== MATERIAL PROVIDED
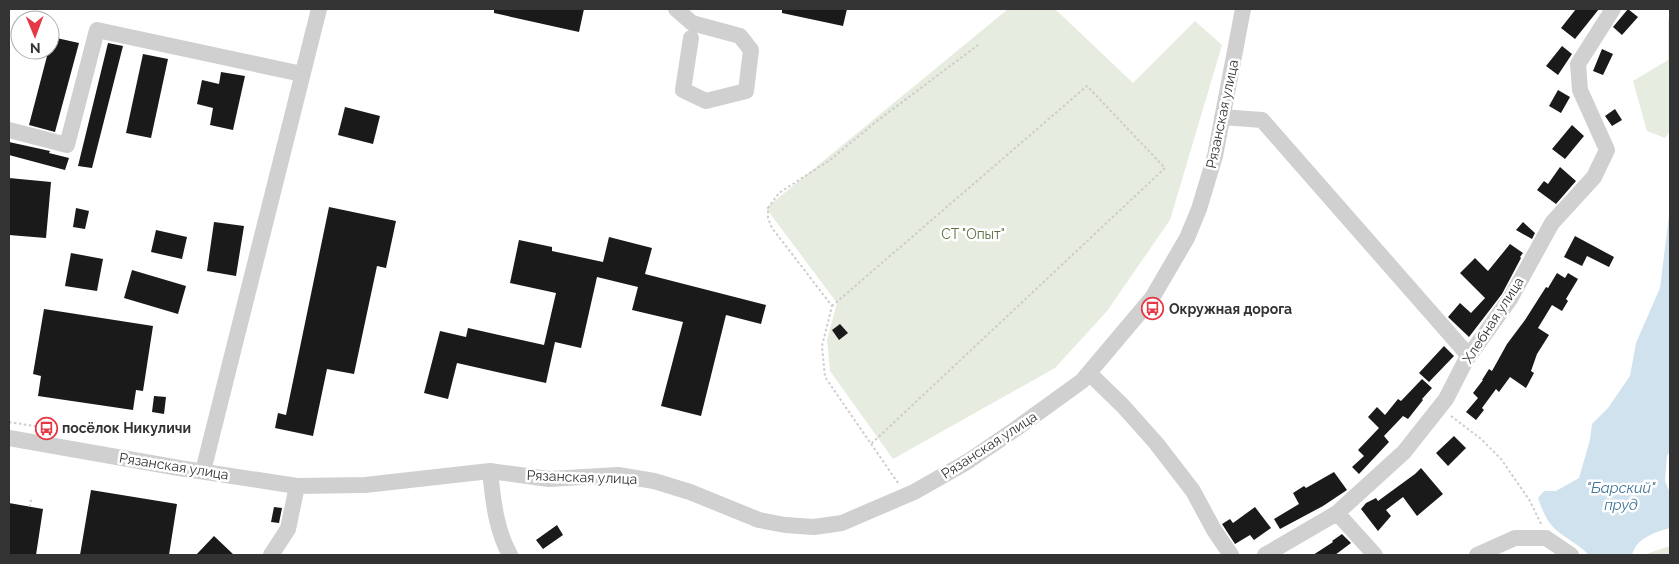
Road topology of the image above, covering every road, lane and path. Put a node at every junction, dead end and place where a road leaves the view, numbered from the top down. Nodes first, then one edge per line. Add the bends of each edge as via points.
1 (318, 9) edge
2 (676, 9) edge
3 (1243, 9) edge
4 (1613, 9) edge
5 (691, 38) dead end
6 (978, 45) dead end
7 (302, 74) junction
8 (1222, 117) junction
9 (9, 130) edge
10 (832, 306) junction
11 (1469, 356) junction
12 (1089, 373) junction
13 (1440, 406) junction
14 (9, 422) edge
15 (46, 428) dead end
16 (9, 438) edge
17 (871, 444) junction
18 (203, 471) junction
19 (490, 471) junction
20 (297, 486) junction
21 (906, 495) junction
22 (32, 499) dead end
23 (30, 507) dead end
24 (1337, 513) junction
25 (1548, 540) junction
26 (272, 555) edge
27 (510, 555) edge
28 (1231, 555) edge
29 (1265, 555) edge
30 (1375, 555) edge
31 (1477, 555) edge
32 (1571, 555) edge

1 - 7 street
2 - 5 street via 692,23 740,36 751,50 746,91 706,101 683,90
3 - 8 street, Рязанская улица
4 - 11 street, Хлебная улица via 1578,64 1580,90 1607,150 1594,177 1552,223 1510,299
6 - 10 path via 830,160 779,193 768,208 772,228
7 - 9 street via 97,30 68,145
7 - 18 street
8 - 11 street via 1262,120
8 - 12 street, Рязанская улица via 1215,156 1187,238 1152,298
10 - 17 path via 822,346 825,377
10 - 17 path via 1087,86 1164,168
11 - 13 street, Хлебная улица
12 - 21 street, Рязанская улица via 1079,384 968,462
12 - 28 street via 1156,443 1193,491
13 - 24 street, Хлебная улица via 1404,452
13 - 25 path via 1481,438 1501,459 1530,501
14 - 15 path
16 - 18 street, Рязанская улица
17 - 21 path
18 - 20 street, Рязанская улица
19 - 20 street, Рязанская улица via 365,484
19 - 21 street, Рязанская улица via 549,479 618,475 654,480 759,520 814,527 842,523
19 - 27 street via 495,514
20 - 26 street via 288,528
22 - 23 path
24 - 29 street, Хлебная улица
24 - 30 street
25 - 31 street via 1515,538
25 - 32 street

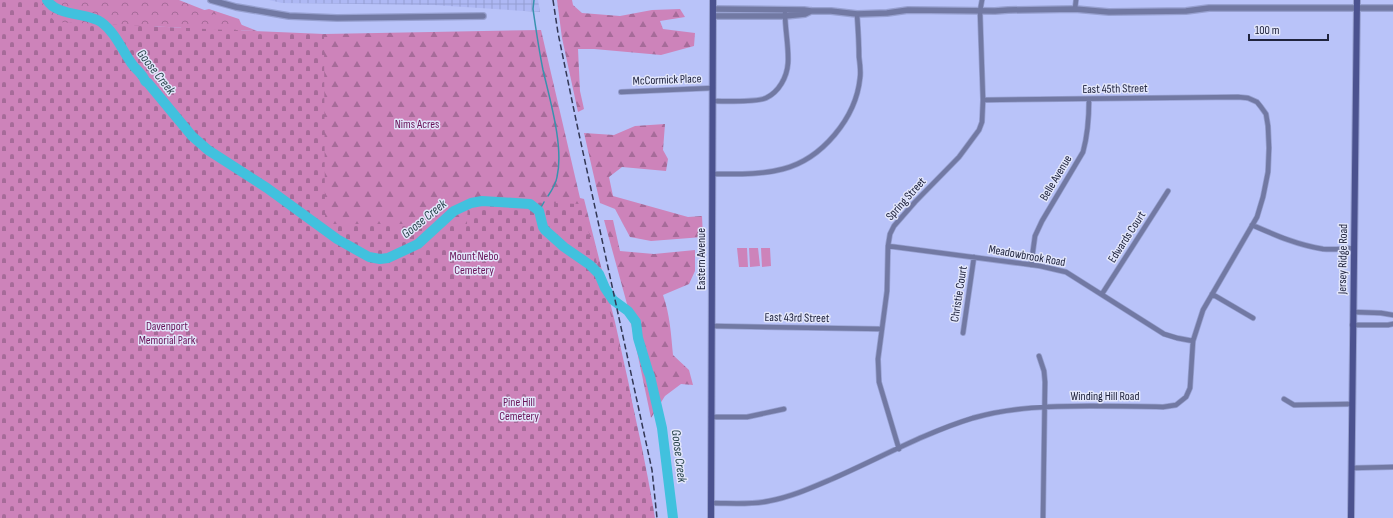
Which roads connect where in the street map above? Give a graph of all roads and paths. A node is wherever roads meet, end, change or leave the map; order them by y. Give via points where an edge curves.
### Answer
1 (211, 0) edge
2 (713, 0) edge
3 (982, 0) edge
4 (1076, 0) edge
5 (1357, 0) edge
6 (1357, 8) junction
7 (1393, 8) edge
8 (713, 9) junction
9 (1075, 9) junction
10 (785, 10) junction
11 (811, 11) junction
12 (980, 11) junction
13 (857, 14) junction
14 (483, 16) dead end
15 (713, 16) junction
16 (784, 16) junction
17 (713, 88) junction
18 (621, 92) dead end
19 (1248, 98) joint
20 (1089, 99) junction
21 (983, 100) junction
22 (713, 101) junction
23 (713, 174) junction
24 (1168, 191) dead end
25 (1252, 225) junction
26 (888, 246) junction
27 (1354, 248) junction
28 (974, 257) junction
29 (1030, 265) junction
30 (1102, 294) junction
31 (1212, 294) junction
32 (1353, 312) junction
33 (1393, 315) edge
34 (1253, 318) dead end
35 (1393, 324) edge
36 (1352, 325) junction
37 (712, 326) junction
38 (882, 329) junction
39 (963, 333) dead end
40 (1193, 341) junction
41 (1039, 356) dead end
42 (1284, 399) dead end
43 (1352, 404) junction
44 (1046, 407) junction
45 (784, 409) dead end
46 (711, 417) junction
47 (898, 449) junction
48 (1393, 467) edge
49 (1352, 468) junction
50 (711, 503) junction
51 (711, 518) edge
52 (1043, 518) edge
53 (1351, 518) edge

1 - 14 street via 289,16
2 - 8 main road, Eastern Avenue
3 - 12 street, Spring Street
4 - 9 street
5 - 6 main road, Jersey Ridge Road
6 - 7 street
6 - 9 street via 1209,8 1186,11 1109,12
6 - 27 main road, Jersey Ridge Road
8 - 10 street
8 - 15 main road, Eastern Avenue
9 - 12 street
10 - 11 street
10 - 16 street
11 - 13 street
11 - 16 street
12 - 13 street via 908,10 886,14
12 - 21 street, Spring Street
13 - 23 street via 860,77 858,92 835,136 817,152 798,164 783,169 766,173
15 - 16 street
15 - 17 main road, Eastern Avenue
16 - 22 street via 788,62 783,82 766,98
17 - 18 street, McCormick Place
17 - 22 main road, Eastern Avenue
19 - 20 street, East 45th Street
19 - 25 street, Winding Hill Road via 1257,102 1266,114 1268,133 1268,172 1257,217
20 - 21 street, East 45th Street
20 - 29 street, Belle Avenue via 1089,125 1083,152 1042,221 1035,236
21 - 26 street, Spring Street via 979,130 959,157 894,226
22 - 23 main road, Eastern Avenue
23 - 37 main road, Eastern Avenue
24 - 30 street, Edwards Court
25 - 27 street via 1287,241 1306,246 1325,249
25 - 31 street, Winding Hill Road
26 - 28 street, Meadowbrook Road
26 - 38 street, Spring Street via 887,292
27 - 32 main road, Jersey Ridge Road
28 - 29 street, Meadowbrook Road
28 - 39 street, Christie Court
29 - 30 street, Meadowbrook Road via 1066,272
30 - 40 street, Meadowbrook Road via 1164,334
31 - 34 street
31 - 40 street, Winding Hill Road via 1203,310
32 - 33 street
32 - 36 main road, Jersey Ridge Road
35 - 36 street
36 - 43 main road, Jersey Ridge Road
37 - 38 street, East 43rd Street
37 - 46 main road, Eastern Avenue
38 - 47 street, Spring Street via 878,359 879,382
40 - 44 street, Winding Hill Road via 1190,388 1186,397 1176,405
41 - 44 street via 1044,370
42 - 43 street via 1294,405
43 - 49 main road, Jersey Ridge Road
44 - 47 street, Winding Hill Road via 1025,408 973,418
44 - 52 street
45 - 46 street via 747,417
46 - 50 main road, Eastern Avenue
47 - 50 street, Winding Hill Road via 787,497 767,502
48 - 49 street
49 - 53 main road, Jersey Ridge Road
50 - 51 main road, Eastern Avenue

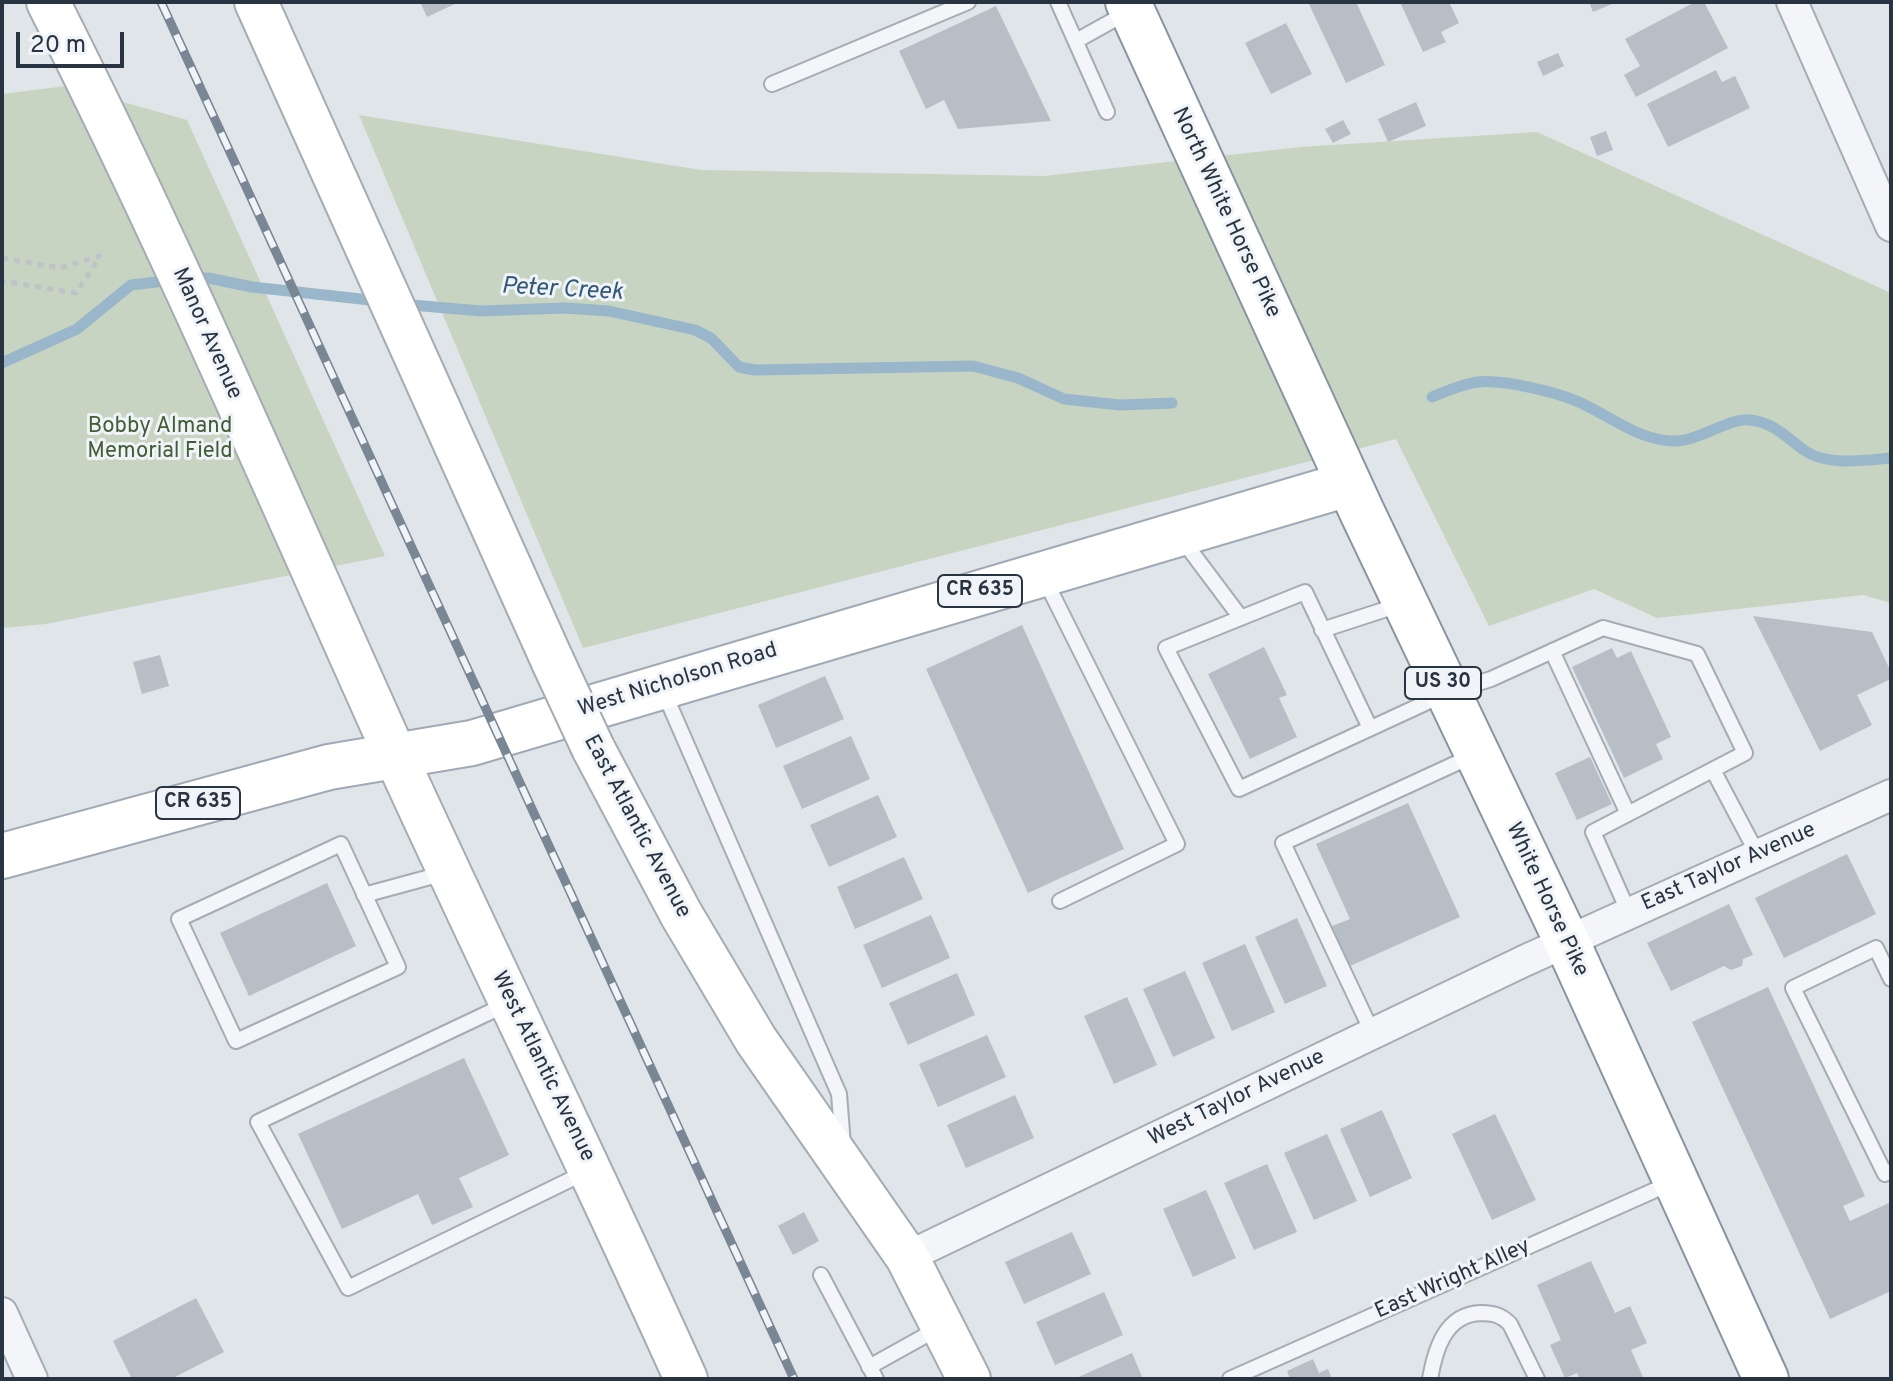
====
Leave the images out and transcribe the remaining data above word for word.

Road topology of the image above, covering every road, lane and path. Put a node at every junction, dead end and place where a road leaves the view, numbered from the top down. Nodes first, then one edge per line. Add the bends of each edge as via points.
1 (318, 9) edge
2 (676, 9) edge
3 (1243, 9) edge
4 (1613, 9) edge
5 (691, 38) dead end
6 (978, 45) dead end
7 (302, 74) junction
8 (1222, 117) junction
9 (9, 130) edge
10 (832, 306) junction
11 (1469, 356) junction
12 (1089, 373) junction
13 (1440, 406) junction
14 (9, 422) edge
15 (46, 428) dead end
16 (9, 438) edge
17 (871, 444) junction
18 (203, 471) junction
19 (490, 471) junction
20 (297, 486) junction
21 (906, 495) junction
22 (32, 499) dead end
23 (30, 507) dead end
24 (1337, 513) junction
25 (1548, 540) junction
26 (272, 555) edge
27 (510, 555) edge
28 (1231, 555) edge
29 (1265, 555) edge
30 (1375, 555) edge
31 (1477, 555) edge
32 (1571, 555) edge

1 - 7 street
2 - 5 street via 692,23 740,36 751,50 746,91 706,101 683,90
3 - 8 street, Рязанская улица
4 - 11 street, Хлебная улица via 1578,64 1580,90 1607,150 1594,177 1552,223 1510,299
6 - 10 path via 830,160 779,193 768,208 772,228
7 - 9 street via 97,30 68,145
7 - 18 street
8 - 11 street via 1262,120
8 - 12 street, Рязанская улица via 1215,156 1187,238 1152,298
10 - 17 path via 822,346 825,377
10 - 17 path via 1087,86 1164,168
11 - 13 street, Хлебная улица
12 - 21 street, Рязанская улица via 1079,384 968,462
12 - 28 street via 1156,443 1193,491
13 - 24 street, Хлебная улица via 1404,452
13 - 25 path via 1481,438 1501,459 1530,501
14 - 15 path
16 - 18 street, Рязанская улица
17 - 21 path
18 - 20 street, Рязанская улица
19 - 20 street, Рязанская улица via 365,484
19 - 21 street, Рязанская улица via 549,479 618,475 654,480 759,520 814,527 842,523
19 - 27 street via 495,514
20 - 26 street via 288,528
22 - 23 path
24 - 29 street, Хлебная улица
24 - 30 street
25 - 31 street via 1515,538
25 - 32 street

Which roads connect where in the street map above? Give a graph of all roads and paths. A node is wherever roads meet, end, change or leave the map; order them by y. Give via points where an edge curves.
### Answer
1 (211, 0) edge
2 (713, 0) edge
3 (982, 0) edge
4 (1076, 0) edge
5 (1357, 0) edge
6 (1357, 8) junction
7 (1393, 8) edge
8 (713, 9) junction
9 (1075, 9) junction
10 (785, 10) junction
11 (811, 11) junction
12 (980, 11) junction
13 (857, 14) junction
14 (483, 16) dead end
15 (713, 16) junction
16 (784, 16) junction
17 (713, 88) junction
18 (621, 92) dead end
19 (1248, 98) joint
20 (1089, 99) junction
21 (983, 100) junction
22 (713, 101) junction
23 (713, 174) junction
24 (1168, 191) dead end
25 (1252, 225) junction
26 (888, 246) junction
27 (1354, 248) junction
28 (974, 257) junction
29 (1030, 265) junction
30 (1102, 294) junction
31 (1212, 294) junction
32 (1353, 312) junction
33 (1393, 315) edge
34 (1253, 318) dead end
35 (1393, 324) edge
36 (1352, 325) junction
37 (712, 326) junction
38 (882, 329) junction
39 (963, 333) dead end
40 (1193, 341) junction
41 (1039, 356) dead end
42 (1284, 399) dead end
43 (1352, 404) junction
44 (1046, 407) junction
45 (784, 409) dead end
46 (711, 417) junction
47 (898, 449) junction
48 (1393, 467) edge
49 (1352, 468) junction
50 (711, 503) junction
51 (711, 518) edge
52 (1043, 518) edge
53 (1351, 518) edge

1 - 14 street via 289,16
2 - 8 main road, Eastern Avenue
3 - 12 street, Spring Street
4 - 9 street
5 - 6 main road, Jersey Ridge Road
6 - 7 street
6 - 9 street via 1209,8 1186,11 1109,12
6 - 27 main road, Jersey Ridge Road
8 - 10 street
8 - 15 main road, Eastern Avenue
9 - 12 street
10 - 11 street
10 - 16 street
11 - 13 street
11 - 16 street
12 - 13 street via 908,10 886,14
12 - 21 street, Spring Street
13 - 23 street via 860,77 858,92 835,136 817,152 798,164 783,169 766,173
15 - 16 street
15 - 17 main road, Eastern Avenue
16 - 22 street via 788,62 783,82 766,98
17 - 18 street, McCormick Place
17 - 22 main road, Eastern Avenue
19 - 20 street, East 45th Street
19 - 25 street, Winding Hill Road via 1257,102 1266,114 1268,133 1268,172 1257,217
20 - 21 street, East 45th Street
20 - 29 street, Belle Avenue via 1089,125 1083,152 1042,221 1035,236
21 - 26 street, Spring Street via 979,130 959,157 894,226
22 - 23 main road, Eastern Avenue
23 - 37 main road, Eastern Avenue
24 - 30 street, Edwards Court
25 - 27 street via 1287,241 1306,246 1325,249
25 - 31 street, Winding Hill Road
26 - 28 street, Meadowbrook Road
26 - 38 street, Spring Street via 887,292
27 - 32 main road, Jersey Ridge Road
28 - 29 street, Meadowbrook Road
28 - 39 street, Christie Court
29 - 30 street, Meadowbrook Road via 1066,272
30 - 40 street, Meadowbrook Road via 1164,334
31 - 34 street
31 - 40 street, Winding Hill Road via 1203,310
32 - 33 street
32 - 36 main road, Jersey Ridge Road
35 - 36 street
36 - 43 main road, Jersey Ridge Road
37 - 38 street, East 43rd Street
37 - 46 main road, Eastern Avenue
38 - 47 street, Spring Street via 878,359 879,382
40 - 44 street, Winding Hill Road via 1190,388 1186,397 1176,405
41 - 44 street via 1044,370
42 - 43 street via 1294,405
43 - 49 main road, Jersey Ridge Road
44 - 47 street, Winding Hill Road via 1025,408 973,418
44 - 52 street
45 - 46 street via 747,417
46 - 50 main road, Eastern Avenue
47 - 50 street, Winding Hill Road via 787,497 767,502
48 - 49 street
49 - 53 main road, Jersey Ridge Road
50 - 51 main road, Eastern Avenue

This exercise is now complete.